People often stress on the importance of physical exercise in a person’s life. A healthy body inhabits a healthy mind. But what if the path to achieve that healthy body might take you to the undesirable destination of erectile dysfunction (ED)? Sounds scary, right? Don’t you worry though, we at Misters are here to dispel this query for you.


Cycling has been an essential part of everyone’s childhood, irrespective of their gender. Every boy has an intriguing story about their childhood cycle, but what if it is the cause of significant scarring for their manhood? Cycling aids in sustaining fitness and getting those goal-worthy calf muscles, but a few studies have brought to light how this fun exercise could be a cause of ED.

To understand the outrageous claims of the probable chances of ED induced by cycling, we need first to comprehend its logistics.


Technical Factor

The seat of the cycle is the real criminal here. The cycle seat is not exactly designed for uber comfort. If you sit on a cycle for a long period, it will add pressure on the area between the anus and the genital, called the perineum.
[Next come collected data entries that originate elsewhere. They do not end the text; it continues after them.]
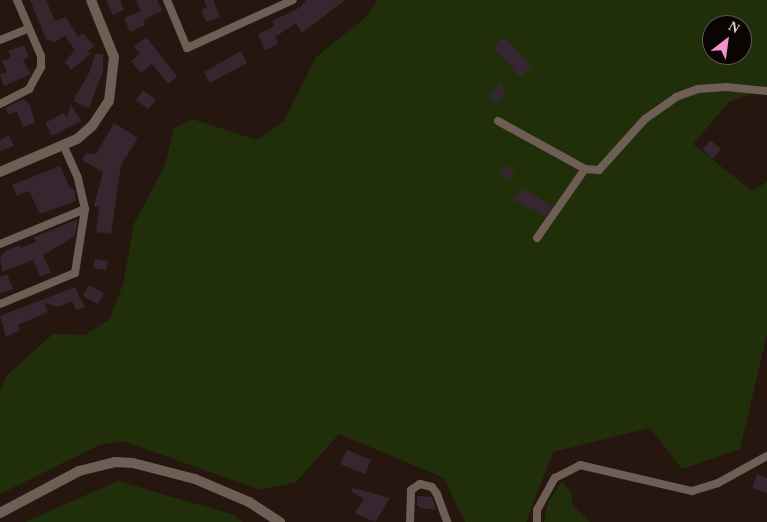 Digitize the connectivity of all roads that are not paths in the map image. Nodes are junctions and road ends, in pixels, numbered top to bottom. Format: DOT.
graph roads {
  1 [pos="17,0"];
  2 [pos="91,0"];
  3 [pos="167,0"];
  4 [pos="293,0"];
  5 [pos="29,28"];
  6 [pos="0,40"];
  7 [pos="767,92"];
  8 [pos="0,104"];
  9 [pos="498,122"];
  10 [pos="64,146"];
  11 [pos="585,169"];
  12 [pos="0,172"];
  13 [pos="85,209"];
  14 [pos="537,238"];
  15 [pos="0,244"];
  16 [pos="0,304"];
  17 [pos="767,456"];
  18 [pos="0,512"];
  19 [pos="280,522"];
  20 [pos="410,522"];
  21 [pos="447,522"];
  22 [pos="537,522"];
  1 -- 5 [label="street"];
  2 -- 10 [label="street"];
  3 -- 4 [label="street"];
  5 -- 6 [label="street"];
  5 -- 8 [label="street"];
  7 -- 11 [label="street"];
  9 -- 11 [label="street"];
  10 -- 12 [label="street"];
  10 -- 13 [label="street"];
  11 -- 14 [label="street"];
  13 -- 15 [label="street"];
  13 -- 16 [label="street"];
  17 -- 22 [label="street"];
  18 -- 19 [label="street"];
  20 -- 21 [label="street"];
} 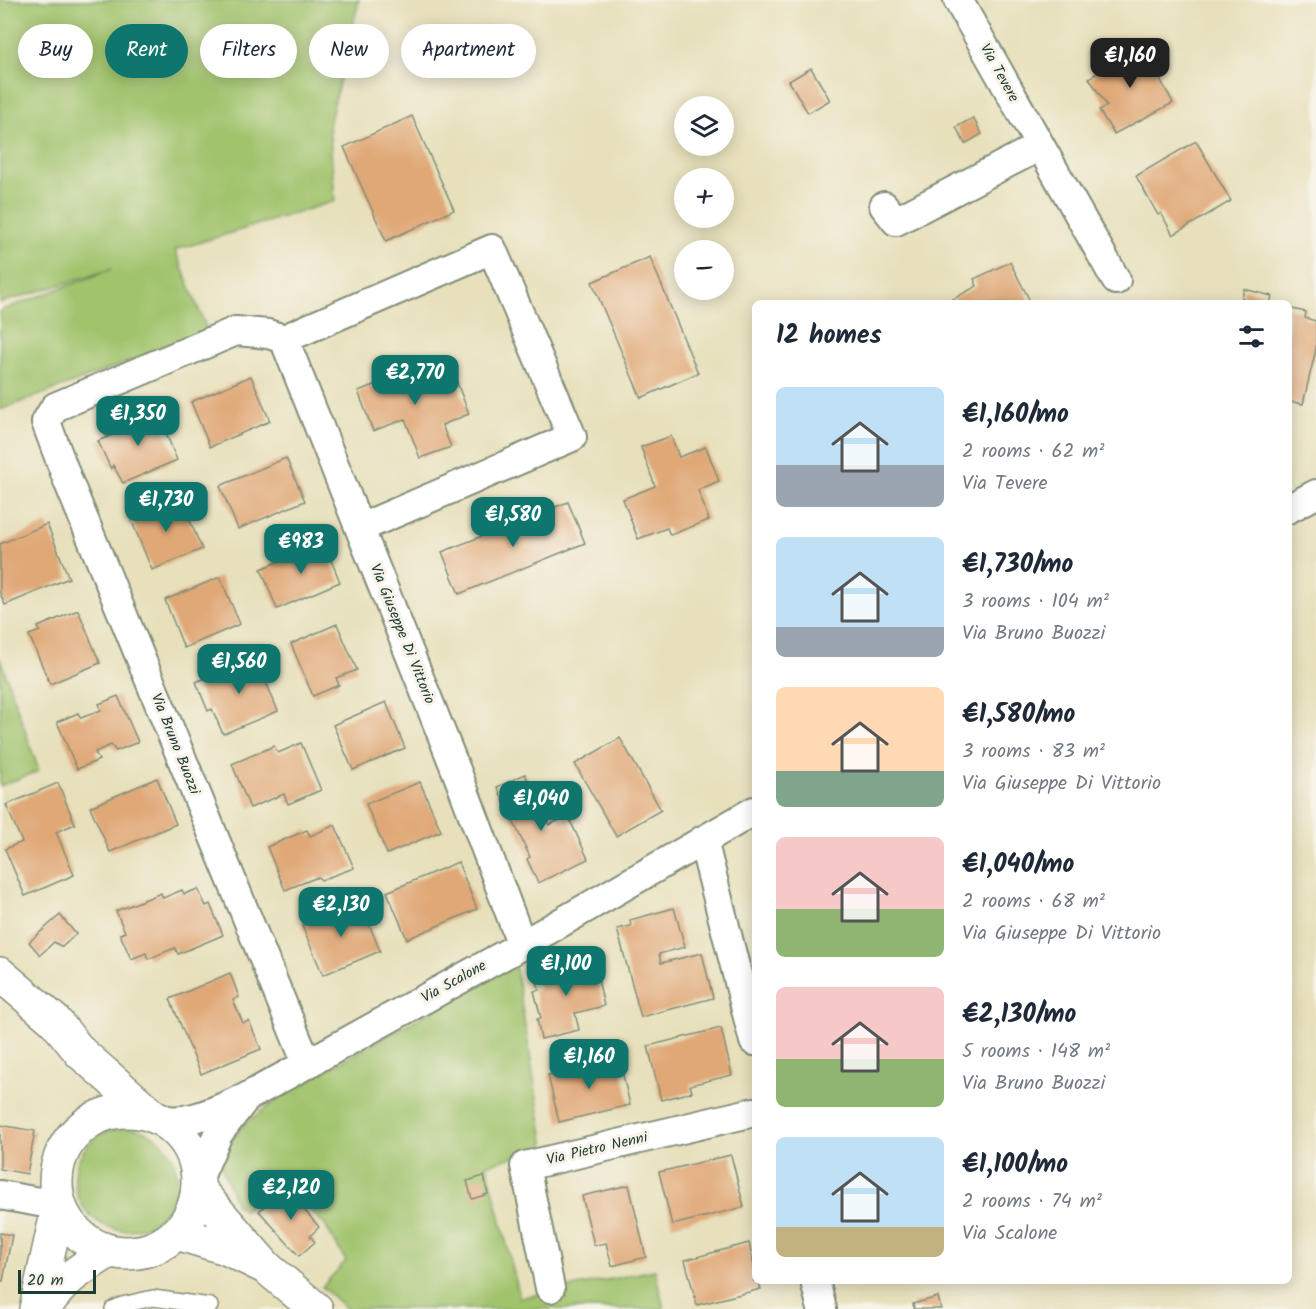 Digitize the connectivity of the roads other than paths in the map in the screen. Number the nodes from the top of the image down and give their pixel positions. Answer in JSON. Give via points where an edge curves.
{"nodes":[{"id":1,"x":957,"y":0,"type":"edge"},
{"id":2,"x":1040,"y":146,"type":"junction"},
{"id":3,"x":890,"y":213,"type":"dead end"},
{"id":4,"x":1116,"y":280,"type":"dead end"},
{"id":5,"x":276,"y":336,"type":"junction"},
{"id":6,"x":1316,"y":494,"type":"edge"},
{"id":7,"x":1292,"y":507,"type":"edge"},
{"id":8,"x":360,"y":528,"type":"junction"},
{"id":9,"x":752,"y":812,"type":"edge"},
{"id":10,"x":703,"y":840,"type":"junction"},
{"id":11,"x":522,"y":945,"type":"junction"},
{"id":12,"x":0,"y":974,"type":"edge"},
{"id":13,"x":752,"y":1033,"type":"edge"},
{"id":14,"x":81,"y":1053,"type":"junction"},
{"id":15,"x":307,"y":1064,"type":"junction"},
{"id":16,"x":245,"y":1098,"type":"junction"},
{"id":17,"x":752,"y":1112,"type":"edge"},
{"id":18,"x":157,"y":1117,"type":"junction"},
{"id":19,"x":80,"y":1128,"type":"junction"},
{"id":20,"x":199,"y":1183,"type":"junction"},
{"id":21,"x":0,"y":1195,"type":"edge"},
{"id":22,"x":59,"y":1204,"type":"junction"},
{"id":23,"x":177,"y":1233,"type":"junction"},
{"id":24,"x":109,"y":1251,"type":"junction"},
{"id":25,"x":267,"y":1268,"type":"junction"},
{"id":26,"x":815,"y":1284,"type":"edge"},
{"id":27,"x":550,"y":1288,"type":"dead end"},
{"id":28,"x":210,"y":1306,"type":"dead end"},
{"id":29,"x":124,"y":1308,"type":"edge"},
{"id":30,"x":36,"y":1309,"type":"edge"},
{"id":31,"x":44,"y":1309,"type":"edge"},
{"id":32,"x":316,"y":1309,"type":"edge"},
{"id":33,"x":822,"y":1309,"type":"edge"}],
"edges":[{"from":1,"to":2,"type":"street","name":"Via Tevere"},
{"from":2,"to":3,"type":"street"},
{"from":2,"to":4,"type":"street","name":"Via Tevere"},
{"from":5,"to":8,"type":"street","name":"Via Giuseppe Di Vittorio"},
{"from":5,"to":8,"type":"street","via":[[492,249],[572,437]]},
{"from":5,"to":15,"type":"street","name":"Via Bruno Buozzi","via":[[236,331],[55,407],[46,422]]},
{"from":6,"to":7,"type":"street"},
{"from":8,"to":11,"type":"street","name":"Via Giuseppe Di Vittorio"},
{"from":9,"to":10,"type":"street","name":"Via Scalone"},
{"from":10,"to":11,"type":"street","name":"Via Scalone"},
{"from":10,"to":13,"type":"street"},
{"from":11,"to":15,"type":"street","name":"Via Scalone"},
{"from":12,"to":14,"type":"street","via":[[55,1021]]},
{"from":14,"to":18,"type":"street"},
{"from":14,"to":19,"type":"street","via":[[88,1094]]},
{"from":15,"to":16,"type":"street","name":"Via Scalone"},
{"from":16,"to":18,"type":"street","name":"Via Scalone","via":[[198,1117],[172,1122]]},
{"from":16,"to":20,"type":"street","name":"Via Scalone","via":[[218,1134]]},
{"from":17,"to":27,"type":"street","name":"Via Pietro Nenni","via":[[525,1166]]},
{"from":18,"to":19,"type":"street","via":[[133,1110],[114,1112],[96,1117]]},
{"from":18,"to":20,"type":"street","via":[[180,1134],[193,1154]]},
{"from":19,"to":22,"type":"street","via":[[58,1162],[55,1183]]},
{"from":20,"to":23,"type":"street","via":[[195,1206]]},
{"from":20,"to":25,"type":"street"},
{"from":21,"to":22,"type":"street"},
{"from":22,"to":24,"type":"street","via":[[77,1234]]},
{"from":22,"to":30,"type":"street"},
{"from":23,"to":24,"type":"street","via":[[146,1252]]},
{"from":23,"to":25,"type":"street","via":[[226,1248]]},
{"from":24,"to":31,"type":"street","via":[[73,1273]]},
{"from":25,"to":32,"type":"street"},
{"from":26,"to":33,"type":"street"},
{"from":28,"to":29,"type":"lane","via":[[153,1298]]}]} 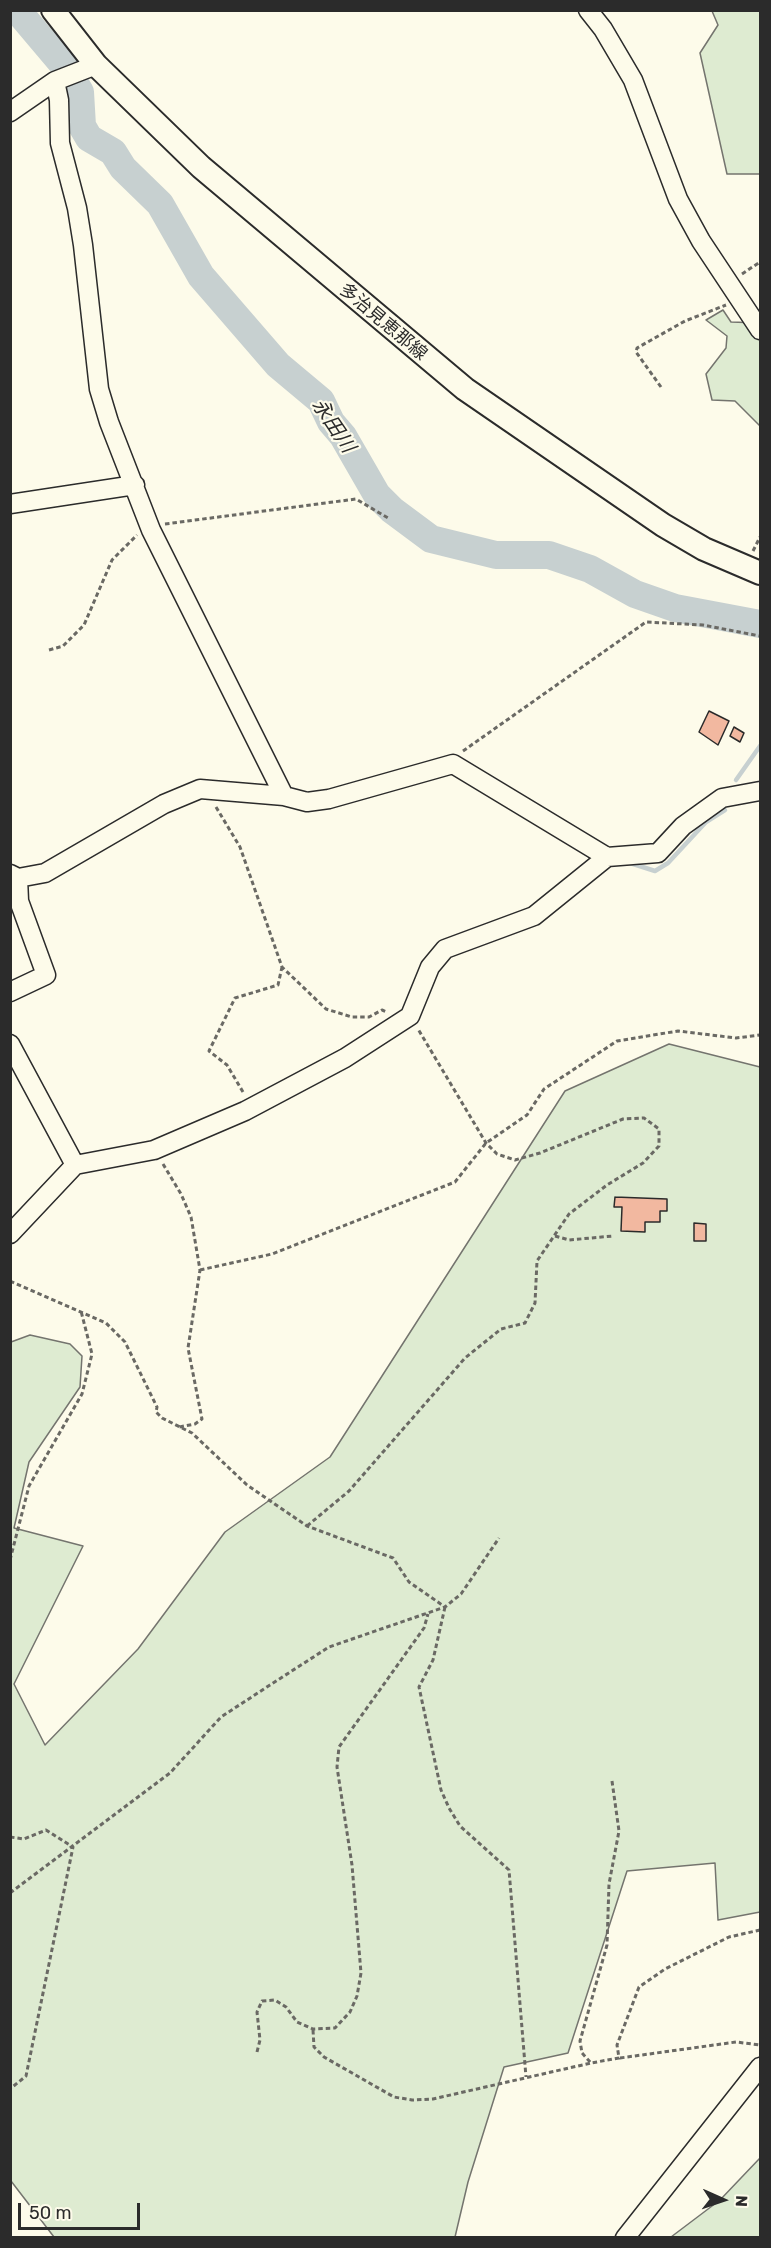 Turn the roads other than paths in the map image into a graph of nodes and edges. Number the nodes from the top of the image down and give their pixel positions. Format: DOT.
graph roads {
  1 [pos="53,10"];
  2 [pos="588,10"];
  3 [pos="96,65"];
  4 [pos="55,81"];
  5 [pos="10,112"];
  6 [pos="760,330"];
  7 [pos="135,485"];
  8 [pos="10,504"];
  9 [pos="760,573"];
  10 [pos="760,791"];
  11 [pos="284,796"];
  12 [pos="607,857"];
  13 [pos="14,876"];
  14 [pos="10,992"];
  15 [pos="10,1044"];
  16 [pos="75,1165"];
  17 [pos="10,1234"];
  18 [pos="760,2067"];
  19 [pos="625,2238"];
  1 -- 3 [label="main road, 多治見恵那線"];
  2 -- 6 [label="street"];
  3 -- 4 [label="street"];
  3 -- 9 [label="main road, 多治見恵那線"];
  4 -- 5 [label="street"];
  4 -- 7 [label="street"];
  7 -- 8 [label="street"];
  7 -- 11 [label="street"];
  10 -- 12 [label="street"];
  11 -- 12 [label="street"];
  11 -- 13 [label="street"];
  12 -- 16 [label="street"];
  13 -- 14 [label="street"];
  15 -- 16 [label="street"];
  16 -- 17 [label="street"];
  18 -- 19 [label="street"];
}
If you ever feel a tingling or numbing sensation in your perineum right after a long cycling session, then it is the time to put the breaks on and let your muscles unwind.


Biological Factor

Why is the numbing or tingling sensation in the perineum region a problem, you might think? Well, it is a cause of concern because perineum plays a crucial role in supplying oxygenated blood to the penis, which then feels sensations that cause an erection. The perineum is a concentrated site of nerves and arteries, so losing sensation in that region due to prolonged cycling over a continuous period could result in ED.


What is the solution?


1.   Take a break: No one is going to stop you from taking the bike to work or take a lazy stroll on the beach with it. However, you need to cut down on the vigorous hours you might spend on it. Take small breaks in between if you cycle for hours on end to ensure that the blood supply to the perineum is not compromised.


2. Change the seat: The narrow, uncomfortable seat of the cycle might not seem like a big problem right now, but it will become a problem in the long run. So, get a padded, rectangular seat with more surface area to support your bottom.


3. Switch the attire: Before you jump to a conclusion, you don't need to update your entire wardrobe here, just wear cycling shorts or trousers that are cushioned with extra padding. Such clothes will act as a barrier between the friction of the cycle seat and your weak perineum.


There has not been extensive research that specifies cycling as the dominant cause of ED. There are still other significant factors that can lead to ED, so hold yourself back from throwing out your beloved cycle out of the door. Take the remedies seriously and cruise the world with your cycle because wise men say, “prevention is better than cure.”